Sob o aspecto prático, o diagnóstico das leucemias agudas segue a mesma sequência das demais neoplasias hematológicas: avaliação clínica e exame físico do paciente; avaliação morfológica do sangue e do aspirado de medula óssea (ou biopsia para os casos de medula hipocelular com aspirado não representativo), quando são determinados os aspectos clínicos relevantes, além de definir a porcentagem de blastos e se há ou não displasia associada, sem relação com o tratamento prévio, ou doença neoplásica hematológica ou não preexistente; imunofenotipagem com a missão de definir a linhagem do blasto (mieloide, linfoide B ou T ou de linhagem ambígua); e, por fim, determinação dos oncogenes envolvidos por cariótipo, FISH ou biologia molecular para cada subtipo encontrado.


Vale ressaltar que apesar de não possuir valor preditivo para prognóstico e tratamento, a avaliação morfológica ainda é indispensável para conceituar uma leucemia aguda, cujo valor de corte de 20% de blastos é feito pela determinação da porcentagem destes blastos e das células denominadas bastos“ equivalentes” (os promielócitos neoplásicos e promonócitos) pela morfologia na medula óssea, mas não pela percentagem de células CD34+ obtidas pela imunofenotipagem.

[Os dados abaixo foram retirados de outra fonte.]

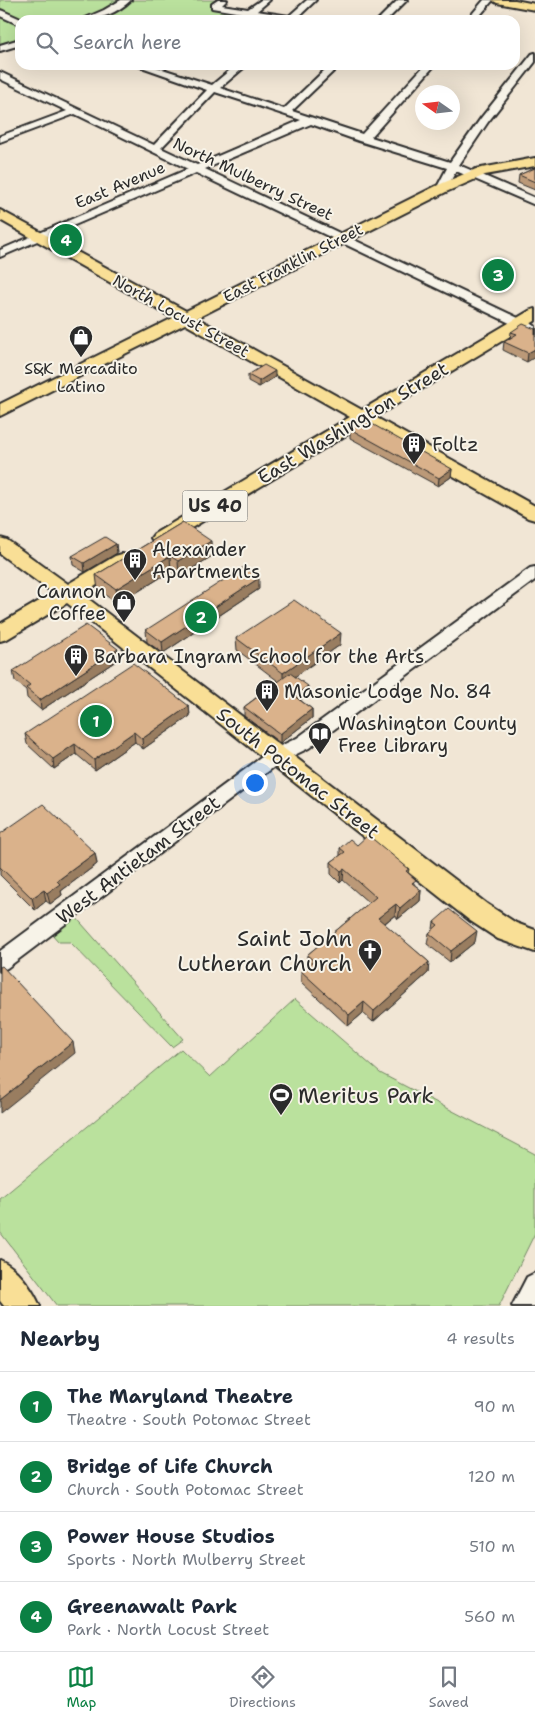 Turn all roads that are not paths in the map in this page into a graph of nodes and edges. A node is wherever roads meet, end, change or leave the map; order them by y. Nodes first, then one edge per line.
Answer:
1 (127, 0) edge
2 (223, 0) edge
3 (266, 0) edge
4 (312, 0) edge
5 (403, 0) edge
6 (489, 0) edge
7 (497, 0) edge
8 (535, 7) edge
9 (249, 12) junction
10 (0, 13) edge
11 (99, 15) edge
12 (264, 15) edge
13 (296, 15) edge
14 (387, 15) edge
15 (476, 15) edge
16 (15, 20) edge
17 (15, 44) edge
18 (1, 48) edge
19 (535, 56) edge
20 (157, 70) edge
21 (236, 70) edge
22 (330, 70) edge
23 (425, 70) edge
24 (0, 75) edge
25 (18, 83) junction
26 (214, 88) junction
27 (0, 90) edge
28 (75, 111) junction
29 (285, 113) junction
30 (308, 120) junction
31 (0, 138) edge
32 (363, 139) junction
33 (154, 150) junction
34 (434, 161) joint
35 (535, 162) edge
36 (451, 167) junction
37 (196, 169) junction
38 (475, 174) junction
39 (441, 189) junction
40 (535, 202) edge
41 (0, 214) edge
42 (40, 237) junction
43 (341, 239) junction
44 (0, 254) edge
45 (535, 314) edge
46 (185, 318) junction
47 (519, 323) junction
48 (535, 331) edge
49 (0, 412) edge
50 (362, 417) junction
51 (535, 514) edge
52 (0, 544) edge
53 (535, 572) edge
54 (68, 594) junction
55 (0, 634) edge
56 (276, 756) junction
57 (535, 941) edge
58 (0, 962) edge
59 (0, 1276) edge
60 (535, 1285) edge
61 (24, 1306) edge
62 (524, 1306) edge

1 - 11 street
2 - 9 street
3 - 9 street
4 - 13 street
5 - 14 street
6 - 15 street
7 - 8 main road
9 - 12 street
10 - 16 street
17 - 18 street
19 - 36 street
20 - 26 street
21 - 26 street
22 - 29 street
23 - 32 street
24 - 25 street, North Mulberry Street
25 - 27 street
25 - 28 street, North Mulberry Street
26 - 29 street
26 - 33 street
28 - 31 street
28 - 33 street, North Mulberry Street
29 - 30 street
30 - 32 street
30 - 37 street, East Avenue
32 - 34 street
33 - 37 street, North Mulberry Street
34 - 36 street
35 - 38 main road, East Franklin Street
36 - 38 street
36 - 39 street
37 - 42 street, East Avenue
37 - 43 street, North Mulberry Street
38 - 39 main road, East Franklin Street
38 - 40 street
39 - 43 main road, East Franklin Street
41 - 42 main road, North Locust Street
42 - 44 street, East Avenue
42 - 46 main road, North Locust Street
43 - 46 main road, East Franklin Street
43 - 47 street, North Mulberry Street
45 - 47 main road, East Washington Street / US 40
46 - 49 main road, East Franklin Street
46 - 50 main road, North Locust Street
47 - 48 street, North Mulberry Street
47 - 50 main road, East Washington Street / US 40
50 - 51 main road, North Locust Street
50 - 54 main road, East Washington Street / US 40
52 - 54 main road, South Potomac Street
53 - 56 street, West Antietam Street
54 - 55 main road, US 40
54 - 56 main road, South Potomac Street
56 - 57 main road, South Potomac Street
56 - 58 street, West Antietam Street
59 - 61 main road
60 - 62 street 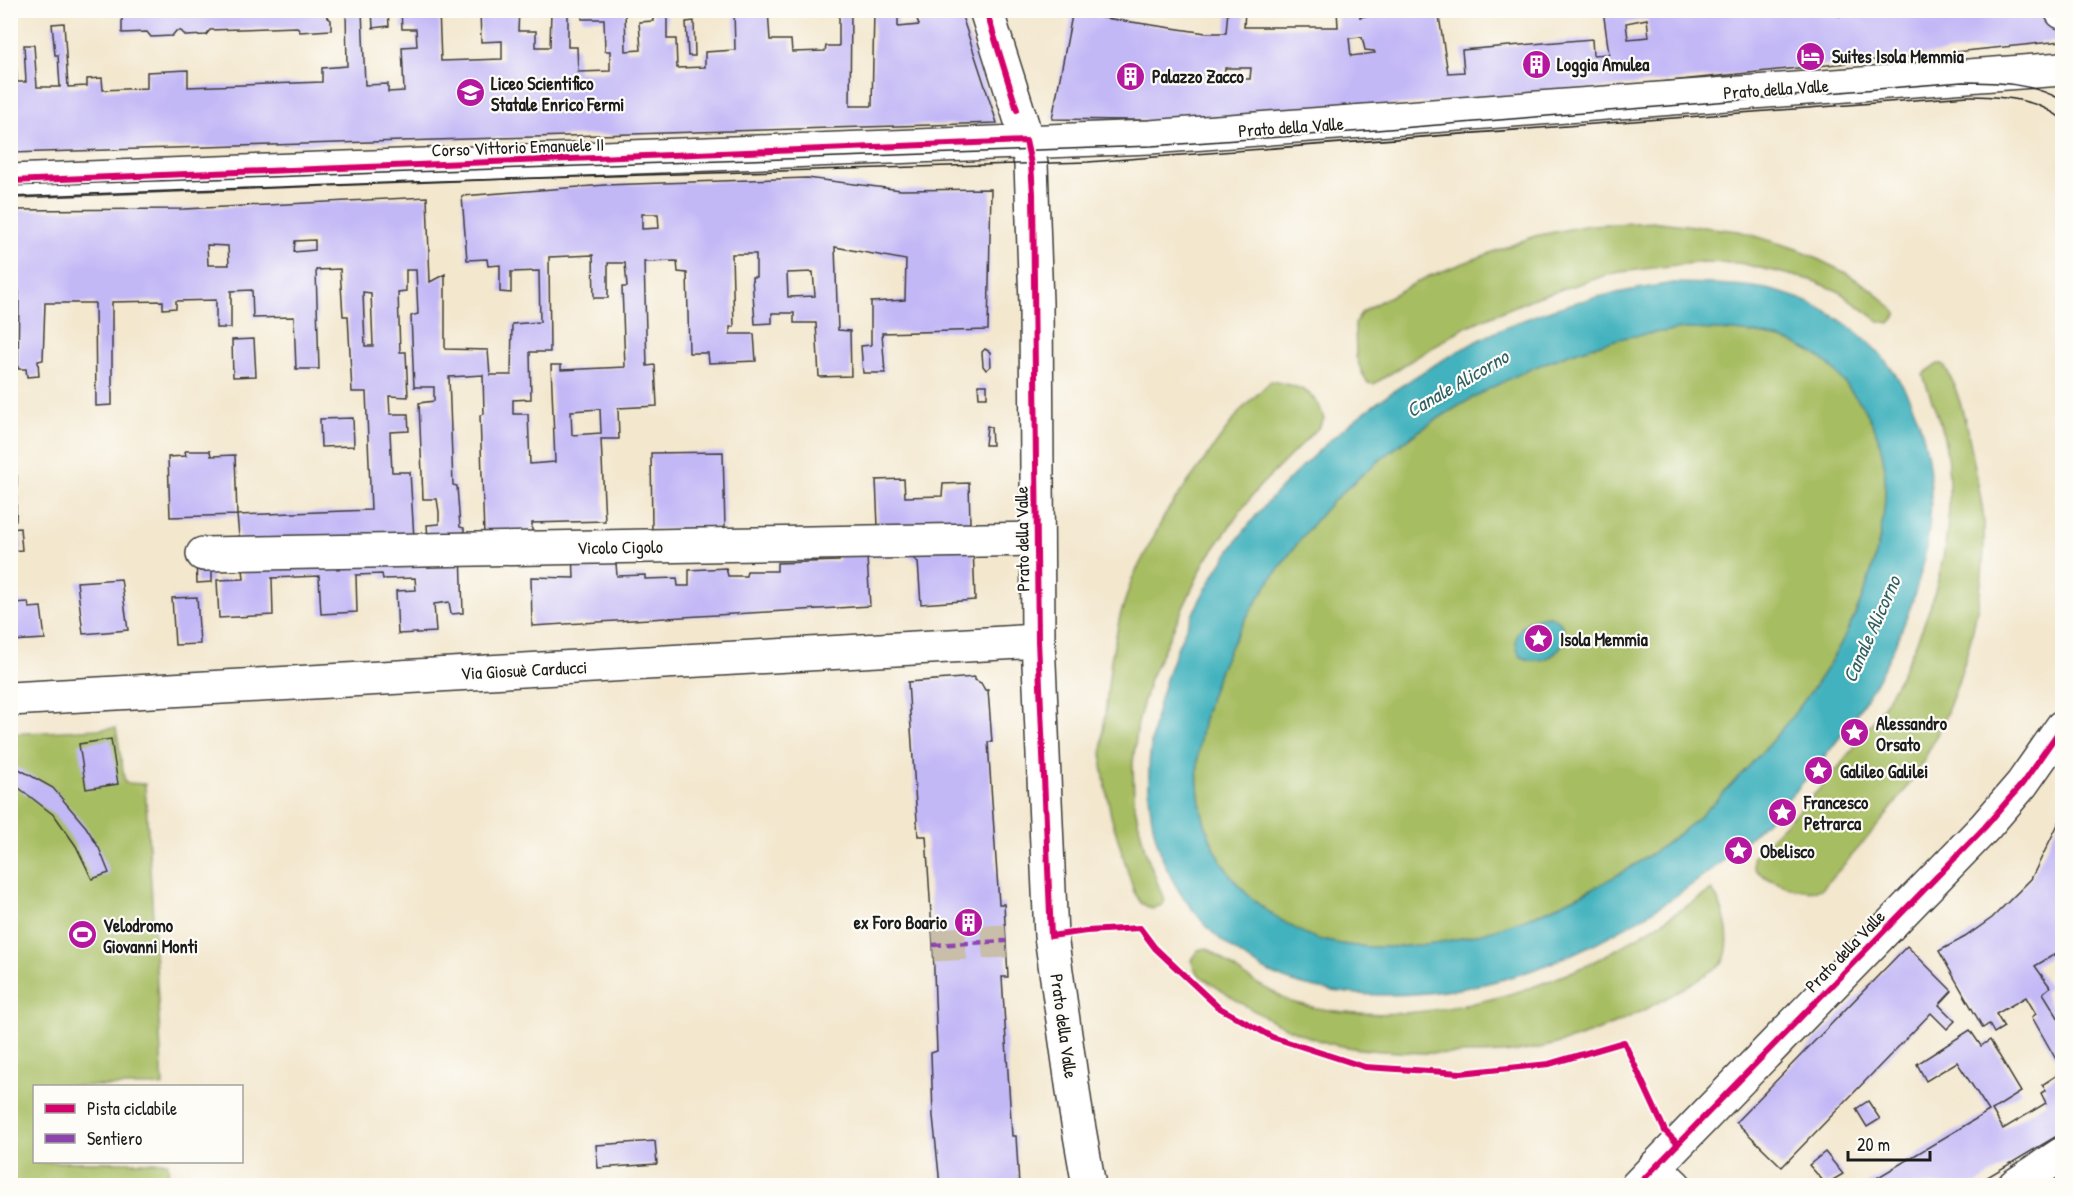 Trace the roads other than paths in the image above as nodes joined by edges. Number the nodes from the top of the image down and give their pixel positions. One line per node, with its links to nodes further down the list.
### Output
1 (986, 10): 3 (street)
2 (2062, 69): 3 (street, Prato della Valle)
3 (1026, 141): 4 (street, Corso Vittorio Emanuele II); 5 (street, Prato della Valle)
4 (10, 181)
5 (1037, 539): 6 (street, Vicolo Cigolo); 7 (street, Prato della Valle)
6 (203, 554)
7 (1038, 641): 8 (street, Via Giosuè Carducci); 10 (street, Prato della Valle)
8 (10, 699)
9 (2062, 727): 12 (street, Prato della Valle)
10 (1051, 936): 13 (street); 14 (street, Prato della Valle)
11 (2062, 1154): 15 (street)
12 (1656, 1179)
13 (1070, 1185)
14 (1089, 1185)
15 (2014, 1185) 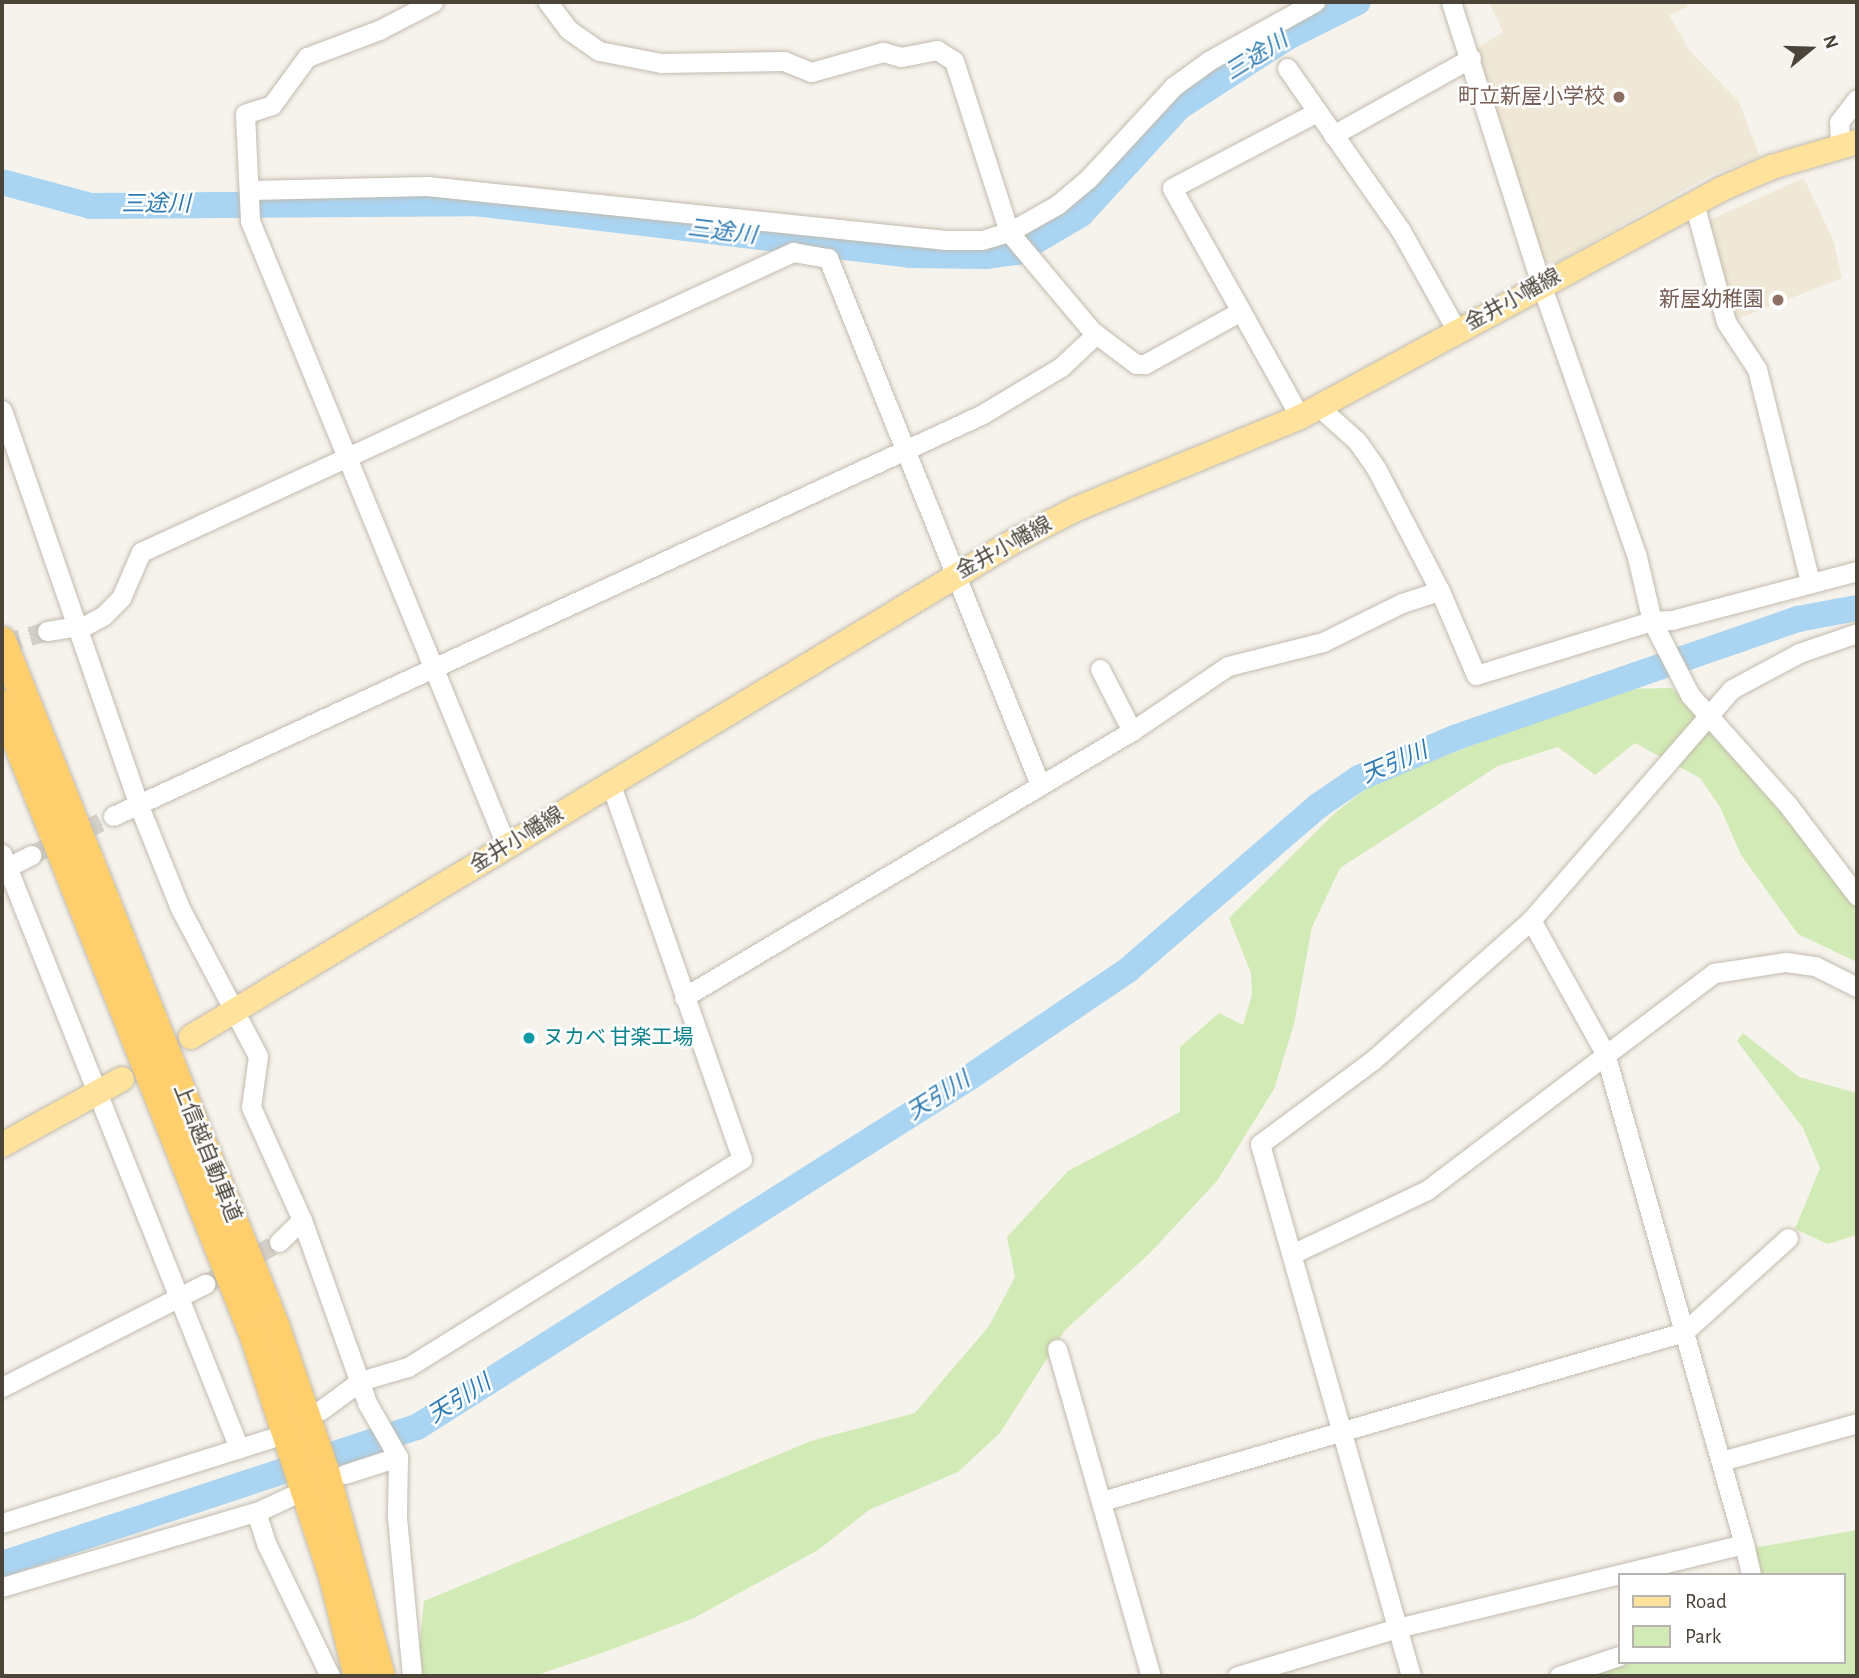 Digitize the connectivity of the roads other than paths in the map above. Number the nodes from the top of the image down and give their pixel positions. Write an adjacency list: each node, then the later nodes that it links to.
1 (433, 2): 11 (street)
2 (548, 2): 13 (street)
3 (1315, 2): 13 (street)
4 (1451, 2): 5 (street)
5 (1471, 58): 9 (street); 14 (street)
6 (1287, 68): 8 (street)
7 (1857, 99): 10 (street)
8 (1317, 112): 9 (street); 15 (street)
9 (1333, 135): 16 (street)
10 (1849, 143): 12 (main road, 金井小幡線)
11 (250, 191): 13 (street); 21 (street)
12 (1694, 203): 14 (main road, 金井小幡線); 24 (street)
13 (1009, 232): 17 (street)
14 (1541, 284): 16 (main road, 金井小幡線); 26 (street)
15 (1241, 310): 17 (street); 19 (street)
16 (1457, 331): 19 (main road, 金井小幡線)
17 (1096, 334): 20 (street)
18 (2, 410): 27 (street)
19 (1310, 412): 23 (main road, 金井小幡線); 25 (street)
20 (906, 452): 21 (street); 23 (street); 31 (street)
21 (347, 457): 27 (street); 31 (street)
22 (1857, 571): 24 (street)
23 (957, 575): 36 (main road, 金井小幡線); 37 (street)
24 (1810, 582): 26 (street)
25 (1440, 591): 26 (street); 35 (street)
26 (1652, 621): 34 (street)
27 (75, 625): 28 (street); 38 (street)
28 (47, 631)
29 (1857, 633): 34 (street)
30 (2, 641): 64 (highway, 上信越自動車道)
31 (435, 668): 38 (street); 40 (street)
32 (1100, 669): 35 (street)
33 (2, 704): 64 (highway, 上信越自動車道)
34 (1708, 715): 43 (street); 44 (street)
35 (1132, 731): 37 (street)
36 (610, 782): 40 (main road, 金井小幡線); 46 (street)
37 (1039, 782): 46 (street)
38 (139, 806): 39 (street); 47 (street)
39 (113, 817)
40 (507, 847): 47 (main road, 金井小幡線)
41 (31, 855): 42 (street)
42 (4, 863): 51 (street)
43 (1857, 895)
44 (1531, 919): 49 (street); 56 (street)
45 (1857, 987): 49 (street)
46 (684, 997): 61 (street)
47 (234, 1011): 48 (main road, 金井小幡線); 53 (street)
48 (191, 1037)
49 (1605, 1053): 56 (street); 59 (street)
50 (122, 1079): 51 (main road)
51 (99, 1093): 52 (main road); 58 (street)
52 (2, 1145)
53 (302, 1220): 55 (street); 61 (street)
54 (1788, 1238): 59 (street)
55 (279, 1242)
56 (1294, 1253): 65 (street)
57 (205, 1284): 58 (street)
58 (182, 1298): 62 (street); 66 (street)
59 (1684, 1332): 65 (street); 68 (street)
60 (1057, 1349): 70 (street)
61 (360, 1381): 64 (street); 67 (street)
62 (2, 1387)
63 (1857, 1423): 68 (street)
64 (298, 1427): 66 (street); 69 (highway, 上信越自動車道)
65 (1342, 1428): 70 (street); 78 (street)
66 (239, 1448): 72 (street)
67 (398, 1457): 69 (street); 83 (street)
68 (1721, 1461): 73 (street)
69 (316, 1481): 71 (street); 81 (highway, 上信越自動車道); 82 (highway, 上信越自動車道)
70 (1101, 1501): 84 (street)
71 (256, 1512): 77 (street); 80 (street)
72 (2, 1523)
73 (1744, 1544): 74 (street); 75 (street)
74 (1625, 1573)
75 (1751, 1573)
76 (1618, 1575): 78 (street)
77 (2, 1587)
78 (1398, 1628): 85 (street); 86 (street)
79 (1618, 1656): 87 (street)
80 (330, 1676)
81 (358, 1676)
82 (381, 1676)
83 (412, 1676)
84 (1151, 1676)
85 (1237, 1676)
86 (1411, 1676)
87 (1559, 1676)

A classificação morfológica, incluindo provas citoquímicas da peroxidase (PEROXI) e esterases inespecíficas (ANAE), também pode ser útil como ferramenta de triagem da imunofenotipagem (técnica inquestionável para definir a linhagem, a sublinhagem, a fase maturativa e a expressão aberrante de antígenos). A morfologia associada à imunofenotipagem pode auxiliar o direcionamento das pesquisas moleculares linhagem-específicas, bem como os casos sem alterações citogenético-moleculares recorrentes e preditivas de prognóstico e aqueles não associados a alterações displásicas ou secundárias a tratamento ou de evolução secundária a outras neoplasias hematológicas. Para esses casos não enquadrados em nenhum dos critérios anteriormente especificados, a classificação morfológica ainda é utilizada para as leucemias mieloides agudas.


Dados clínicos e morfológicos relevantes


Há implicações prognósticas o fato de um paciente clinicamente possuir uma leucemia aguda primária (“de novo”) ou secundária (a uma NMP, SMD, SMD/NMP ou tratamentos de outras neoplasias).


Sob o aspecto morfológico, há subtipos de LMA associados a alterações mielodisplásicas também com consequências no prognóstico; além disso, algumas alterações citogenético/moleculares recorrentes possuem associações morfológicas relativamente específicas com alguns subtipos FAB de LMA, o que pode servir para direcionar uma determinada pesquisa molecular.


Alterações genético-moleculares recorrentes associadas aos subtipos FAB para direcionamento das pesquisas moleculares


Para as leucemias mieloides agudas, existem associações entre:


  • LMA M3 ou M3V com a t(15;17), oncogene PML RaRα (Figura 1)
  • LMA M2 com a t(8;21), oncogene RUNX1-RUNX1T1
  • LMA M4eosi com a t(16;16) ou inv(16), oncogene CBFβ-MYH11(Figura 2)
  • LMA M5 e M4 com a t(9;11), oncogene MLLT3-KMT2A
  • LMA M7 com a t(1;22)(p13.3;q13.3), oncogene RBM15-MKL1.


Figura 1 – Promielócitos hipogranulares em caso clínico compatível com o subtipo morfológico de leucemia promielocítica aguda, variante hipogranular (LMA M3v), associado ao oncogene PML RaRα.



Figura 2 – Morfologia compatível com leucemia mielomonocítica aguda, variante eosinofílica (LMA M4Veosi), associada ao oncogene CBFβ-MYH11.


Considerações finais


As leucemias agudas, outrora definidas e classificadas por meio de critérios morfológicos isolados, são hoje descritas como entidades clínico-biológicas distintas, em que devem ser agregados aspectos clínicos, morfológico-imunofenotípicos e genético-moleculares com a finalidade de separá-las em unidades específicas para fins de tratamento.


As entidades não classificáveis por outros critérios (hoje em torno de 25 a 30% dos casos) tendem cada vez mais a diminuírem em proporção, ao passo que os conhecimentos fisiopatológicos associados aos oncogenes são adquiridos.